On reflection, it occurred to me that that would not have happened. That buck didn't get that big by being stupid, and it would be stupid to step in front of a vehicle traveling at 55 mph. The more I thought about it, the more I realized that I have never seen a dead large deer along the side of the highway. I have seen many dead deer and they were all either fawns or very young adult deer. That big buck that I saw was just waiting for me to pass, at which time, it would walk across the road safely. It was doing what any intelligent animal would do.
At the south end of Laytonville on highway 101 is a sign that says "Elk Crossing." In the more than 20 years that I have traveled that road, I have never seen an elk. Recently, I saw a young dead elk by the side of the road.

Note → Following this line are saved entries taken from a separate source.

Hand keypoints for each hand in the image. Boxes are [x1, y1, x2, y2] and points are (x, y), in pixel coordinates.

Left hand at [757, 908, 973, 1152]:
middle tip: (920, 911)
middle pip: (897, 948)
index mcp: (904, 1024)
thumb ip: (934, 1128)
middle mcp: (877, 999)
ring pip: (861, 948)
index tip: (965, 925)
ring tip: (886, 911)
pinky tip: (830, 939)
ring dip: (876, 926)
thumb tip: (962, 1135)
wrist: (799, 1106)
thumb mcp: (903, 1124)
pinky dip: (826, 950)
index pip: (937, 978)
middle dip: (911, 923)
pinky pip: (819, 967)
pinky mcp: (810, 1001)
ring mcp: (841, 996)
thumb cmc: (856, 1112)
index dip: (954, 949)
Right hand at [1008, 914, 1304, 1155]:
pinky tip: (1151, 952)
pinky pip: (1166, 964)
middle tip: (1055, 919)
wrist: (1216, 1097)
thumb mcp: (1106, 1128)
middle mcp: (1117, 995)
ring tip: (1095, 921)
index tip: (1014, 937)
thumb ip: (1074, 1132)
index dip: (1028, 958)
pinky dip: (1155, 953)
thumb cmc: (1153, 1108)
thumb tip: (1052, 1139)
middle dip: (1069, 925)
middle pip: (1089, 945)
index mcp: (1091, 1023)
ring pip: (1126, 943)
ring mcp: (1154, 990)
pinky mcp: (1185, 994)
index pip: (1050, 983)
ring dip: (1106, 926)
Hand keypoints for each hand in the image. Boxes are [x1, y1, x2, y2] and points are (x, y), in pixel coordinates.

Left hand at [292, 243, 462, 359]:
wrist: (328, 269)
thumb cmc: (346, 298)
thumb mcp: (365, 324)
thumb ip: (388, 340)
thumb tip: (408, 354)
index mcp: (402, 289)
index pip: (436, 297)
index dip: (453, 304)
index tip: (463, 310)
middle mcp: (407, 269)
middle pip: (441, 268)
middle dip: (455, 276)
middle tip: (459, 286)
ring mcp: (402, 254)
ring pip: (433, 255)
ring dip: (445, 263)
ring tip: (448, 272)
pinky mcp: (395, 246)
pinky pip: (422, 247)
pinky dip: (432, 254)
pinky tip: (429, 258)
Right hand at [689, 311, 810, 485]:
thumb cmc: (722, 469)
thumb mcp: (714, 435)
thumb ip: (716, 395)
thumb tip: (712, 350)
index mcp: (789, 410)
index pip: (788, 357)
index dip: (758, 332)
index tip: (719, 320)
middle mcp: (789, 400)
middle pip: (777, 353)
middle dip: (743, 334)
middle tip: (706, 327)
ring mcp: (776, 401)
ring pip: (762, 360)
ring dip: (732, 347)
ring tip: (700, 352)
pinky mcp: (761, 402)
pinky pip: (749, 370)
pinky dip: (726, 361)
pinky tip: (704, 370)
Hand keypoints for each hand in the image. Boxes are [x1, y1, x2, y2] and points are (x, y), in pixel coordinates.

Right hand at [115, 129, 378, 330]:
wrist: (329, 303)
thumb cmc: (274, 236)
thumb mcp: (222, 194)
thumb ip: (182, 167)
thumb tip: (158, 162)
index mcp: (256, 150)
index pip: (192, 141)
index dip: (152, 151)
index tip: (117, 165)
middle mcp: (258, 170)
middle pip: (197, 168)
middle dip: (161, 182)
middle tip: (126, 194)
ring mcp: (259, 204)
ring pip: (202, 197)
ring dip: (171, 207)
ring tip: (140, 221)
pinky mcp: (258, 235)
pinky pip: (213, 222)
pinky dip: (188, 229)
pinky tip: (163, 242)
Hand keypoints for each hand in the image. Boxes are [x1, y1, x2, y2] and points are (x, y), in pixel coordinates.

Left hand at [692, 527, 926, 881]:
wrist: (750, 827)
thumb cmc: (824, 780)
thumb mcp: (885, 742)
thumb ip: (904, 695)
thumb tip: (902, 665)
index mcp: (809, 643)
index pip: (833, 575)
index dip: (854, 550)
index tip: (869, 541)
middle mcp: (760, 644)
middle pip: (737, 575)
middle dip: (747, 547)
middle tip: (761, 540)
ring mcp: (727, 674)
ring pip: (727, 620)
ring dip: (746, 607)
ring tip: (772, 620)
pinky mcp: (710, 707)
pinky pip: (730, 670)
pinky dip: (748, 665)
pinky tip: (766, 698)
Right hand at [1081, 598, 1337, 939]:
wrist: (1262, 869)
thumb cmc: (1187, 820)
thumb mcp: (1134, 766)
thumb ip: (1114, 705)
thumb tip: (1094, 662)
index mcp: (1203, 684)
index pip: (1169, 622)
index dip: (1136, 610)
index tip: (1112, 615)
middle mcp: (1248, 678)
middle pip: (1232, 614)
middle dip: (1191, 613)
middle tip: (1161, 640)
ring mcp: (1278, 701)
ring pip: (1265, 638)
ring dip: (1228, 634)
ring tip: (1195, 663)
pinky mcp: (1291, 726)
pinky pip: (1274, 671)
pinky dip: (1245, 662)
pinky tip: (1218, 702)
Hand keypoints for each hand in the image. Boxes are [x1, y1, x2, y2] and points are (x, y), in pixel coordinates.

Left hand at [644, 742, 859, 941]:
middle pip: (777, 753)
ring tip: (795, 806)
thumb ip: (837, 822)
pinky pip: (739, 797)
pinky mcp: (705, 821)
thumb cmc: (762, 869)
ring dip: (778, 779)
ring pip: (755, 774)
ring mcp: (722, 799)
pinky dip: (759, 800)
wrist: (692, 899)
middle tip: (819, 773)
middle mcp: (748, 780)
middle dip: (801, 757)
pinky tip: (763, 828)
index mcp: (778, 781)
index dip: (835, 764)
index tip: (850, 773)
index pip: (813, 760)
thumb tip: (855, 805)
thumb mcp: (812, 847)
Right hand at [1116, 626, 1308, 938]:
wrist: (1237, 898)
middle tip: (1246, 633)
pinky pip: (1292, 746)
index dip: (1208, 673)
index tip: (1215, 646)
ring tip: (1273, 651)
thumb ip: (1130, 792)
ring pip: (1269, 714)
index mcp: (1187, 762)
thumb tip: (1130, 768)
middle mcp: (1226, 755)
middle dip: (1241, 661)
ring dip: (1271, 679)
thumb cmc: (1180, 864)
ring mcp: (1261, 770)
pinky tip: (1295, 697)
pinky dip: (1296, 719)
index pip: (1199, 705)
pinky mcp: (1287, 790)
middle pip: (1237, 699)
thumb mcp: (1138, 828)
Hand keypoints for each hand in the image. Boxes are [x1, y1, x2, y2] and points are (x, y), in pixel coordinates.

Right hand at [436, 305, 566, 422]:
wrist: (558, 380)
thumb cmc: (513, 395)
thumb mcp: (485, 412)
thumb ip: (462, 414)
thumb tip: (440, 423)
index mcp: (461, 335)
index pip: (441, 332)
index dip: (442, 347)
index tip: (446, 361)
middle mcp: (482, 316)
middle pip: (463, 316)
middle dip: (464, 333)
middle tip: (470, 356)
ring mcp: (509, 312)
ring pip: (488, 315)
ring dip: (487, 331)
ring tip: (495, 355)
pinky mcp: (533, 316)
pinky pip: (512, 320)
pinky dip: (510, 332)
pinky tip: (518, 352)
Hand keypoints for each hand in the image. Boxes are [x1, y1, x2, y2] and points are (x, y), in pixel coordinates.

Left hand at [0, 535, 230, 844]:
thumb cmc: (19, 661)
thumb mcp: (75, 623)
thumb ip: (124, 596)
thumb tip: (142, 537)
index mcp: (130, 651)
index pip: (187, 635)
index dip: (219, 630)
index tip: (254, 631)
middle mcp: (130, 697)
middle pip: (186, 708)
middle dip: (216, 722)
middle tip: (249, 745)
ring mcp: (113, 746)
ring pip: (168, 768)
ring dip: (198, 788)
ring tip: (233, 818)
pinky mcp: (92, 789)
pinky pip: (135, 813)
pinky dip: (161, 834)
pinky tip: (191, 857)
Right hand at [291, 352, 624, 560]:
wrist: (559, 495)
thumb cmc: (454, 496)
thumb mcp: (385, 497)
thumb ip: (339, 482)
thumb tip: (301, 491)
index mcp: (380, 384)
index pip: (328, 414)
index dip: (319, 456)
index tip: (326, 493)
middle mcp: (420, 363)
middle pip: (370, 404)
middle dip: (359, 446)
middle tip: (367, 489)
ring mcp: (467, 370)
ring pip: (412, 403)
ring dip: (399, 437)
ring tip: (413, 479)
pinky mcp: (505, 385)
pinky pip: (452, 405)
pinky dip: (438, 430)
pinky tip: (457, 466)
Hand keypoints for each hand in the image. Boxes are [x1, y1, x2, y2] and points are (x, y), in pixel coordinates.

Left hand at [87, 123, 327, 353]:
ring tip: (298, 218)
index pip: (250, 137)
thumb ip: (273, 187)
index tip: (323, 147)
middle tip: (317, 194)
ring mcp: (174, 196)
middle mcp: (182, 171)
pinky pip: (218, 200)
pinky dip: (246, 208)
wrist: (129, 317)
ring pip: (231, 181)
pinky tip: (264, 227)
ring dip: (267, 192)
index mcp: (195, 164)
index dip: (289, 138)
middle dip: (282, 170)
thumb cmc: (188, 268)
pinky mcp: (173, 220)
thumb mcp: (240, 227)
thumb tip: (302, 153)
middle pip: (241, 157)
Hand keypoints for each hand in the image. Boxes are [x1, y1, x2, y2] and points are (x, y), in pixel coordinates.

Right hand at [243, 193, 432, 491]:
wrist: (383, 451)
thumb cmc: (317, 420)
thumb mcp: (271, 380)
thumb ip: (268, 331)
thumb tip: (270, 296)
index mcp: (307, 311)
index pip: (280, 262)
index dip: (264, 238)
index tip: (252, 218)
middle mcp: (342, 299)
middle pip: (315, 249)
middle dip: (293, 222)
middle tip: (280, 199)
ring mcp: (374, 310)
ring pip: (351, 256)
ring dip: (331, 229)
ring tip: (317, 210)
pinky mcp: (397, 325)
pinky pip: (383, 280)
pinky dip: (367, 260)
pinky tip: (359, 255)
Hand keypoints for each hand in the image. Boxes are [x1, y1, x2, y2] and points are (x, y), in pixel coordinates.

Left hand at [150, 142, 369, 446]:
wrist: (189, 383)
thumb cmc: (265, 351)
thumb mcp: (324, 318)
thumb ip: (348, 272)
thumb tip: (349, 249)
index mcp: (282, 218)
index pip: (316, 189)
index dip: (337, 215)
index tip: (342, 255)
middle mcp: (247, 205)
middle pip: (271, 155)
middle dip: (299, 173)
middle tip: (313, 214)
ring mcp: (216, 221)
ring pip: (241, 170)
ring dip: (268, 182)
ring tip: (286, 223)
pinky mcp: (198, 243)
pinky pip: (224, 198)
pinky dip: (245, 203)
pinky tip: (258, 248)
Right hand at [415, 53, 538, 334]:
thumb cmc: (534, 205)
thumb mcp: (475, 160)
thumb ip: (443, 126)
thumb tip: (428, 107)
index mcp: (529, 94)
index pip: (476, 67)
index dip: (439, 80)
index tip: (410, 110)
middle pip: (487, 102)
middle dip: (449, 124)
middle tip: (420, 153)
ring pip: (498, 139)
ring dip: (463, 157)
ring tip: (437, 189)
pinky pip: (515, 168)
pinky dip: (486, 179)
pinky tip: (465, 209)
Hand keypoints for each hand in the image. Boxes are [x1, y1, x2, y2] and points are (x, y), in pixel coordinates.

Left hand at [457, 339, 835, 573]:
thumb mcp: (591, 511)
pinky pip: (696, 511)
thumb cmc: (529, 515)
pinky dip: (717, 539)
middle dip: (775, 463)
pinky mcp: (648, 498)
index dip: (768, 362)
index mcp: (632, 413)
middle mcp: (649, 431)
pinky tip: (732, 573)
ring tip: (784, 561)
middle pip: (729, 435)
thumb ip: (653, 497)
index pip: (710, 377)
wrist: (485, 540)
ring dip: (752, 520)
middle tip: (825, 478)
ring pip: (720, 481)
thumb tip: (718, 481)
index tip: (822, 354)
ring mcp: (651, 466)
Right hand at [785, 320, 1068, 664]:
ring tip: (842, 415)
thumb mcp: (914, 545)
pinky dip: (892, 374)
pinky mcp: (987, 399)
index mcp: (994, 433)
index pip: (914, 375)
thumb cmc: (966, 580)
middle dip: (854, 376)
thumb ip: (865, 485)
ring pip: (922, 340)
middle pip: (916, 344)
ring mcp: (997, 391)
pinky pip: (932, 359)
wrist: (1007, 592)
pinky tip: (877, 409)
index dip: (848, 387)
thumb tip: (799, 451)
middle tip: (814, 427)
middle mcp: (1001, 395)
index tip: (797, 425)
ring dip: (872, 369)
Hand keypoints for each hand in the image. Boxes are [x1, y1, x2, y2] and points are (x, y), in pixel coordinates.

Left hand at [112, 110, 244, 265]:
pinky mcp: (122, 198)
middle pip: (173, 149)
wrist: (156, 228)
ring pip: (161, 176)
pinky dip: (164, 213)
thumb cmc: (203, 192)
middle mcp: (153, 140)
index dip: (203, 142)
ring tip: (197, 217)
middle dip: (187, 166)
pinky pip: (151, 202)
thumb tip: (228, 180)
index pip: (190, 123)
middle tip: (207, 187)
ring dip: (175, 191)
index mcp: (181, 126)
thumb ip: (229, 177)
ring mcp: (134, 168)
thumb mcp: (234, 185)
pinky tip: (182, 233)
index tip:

Mature elk are too wise to challenge automobiles.
The automobile is just one of many things that select animals for intelligence and experience. A long time ago, I heard Dr. A. Starker Leopold speak on the subject of deer. He told how he and his students had been studying a particular deer herd for some time. They knew that a certain area contained a large number of deer, including a number of big bucks. When the first shot of hunting season went off, the deer disappeared. When they checked the hunters coming out of the area, they found that they had all killed young deer. Not a single large buck was shot; no trophies in that hunt. As soon as the hunting season was over, the big deer were back in their regular stomping grounds. Older, experienced deer know how to avoid hunters. I once saw a hunter on a hilltop, while just below him a deer was walking in the brush below him, out of sight of the hunter. The deer knew where the hunter was, but the hunter was oblivious of the deer.
It is the young inexperienced animals, of all mammalian species that get killed, while those that have the intelligence, experience, and good luck to avoid an early death live to old age, when they too die.
My cat Lady is pretty savvy about the wild since she has spent every night since her adolescence in the wild. When we take a walk and a car approaches, she jumps into the woods. No car is going to hit her without hitting a big tree first. Those dead cats that you see on the road are probably house cats that have never learned to navigate either city or country streets.
I don't have any statistics to back it up, but I do know that insurance rates for young, relatively inexperienced, drivers are much higher than they are for older drivers. Many years ago I was taking flying lessons. I wanted to increase my life insurance so I called my insurance agent. He told me that they would not insure someone taking flying lessons and that the double indemnity provision on my existing policy, in case of accidental death, was void if I was sitting in the pilot's seat during the learning period. After a pilot has had a good deal of experience, he can get life insurance at the ordinary rate.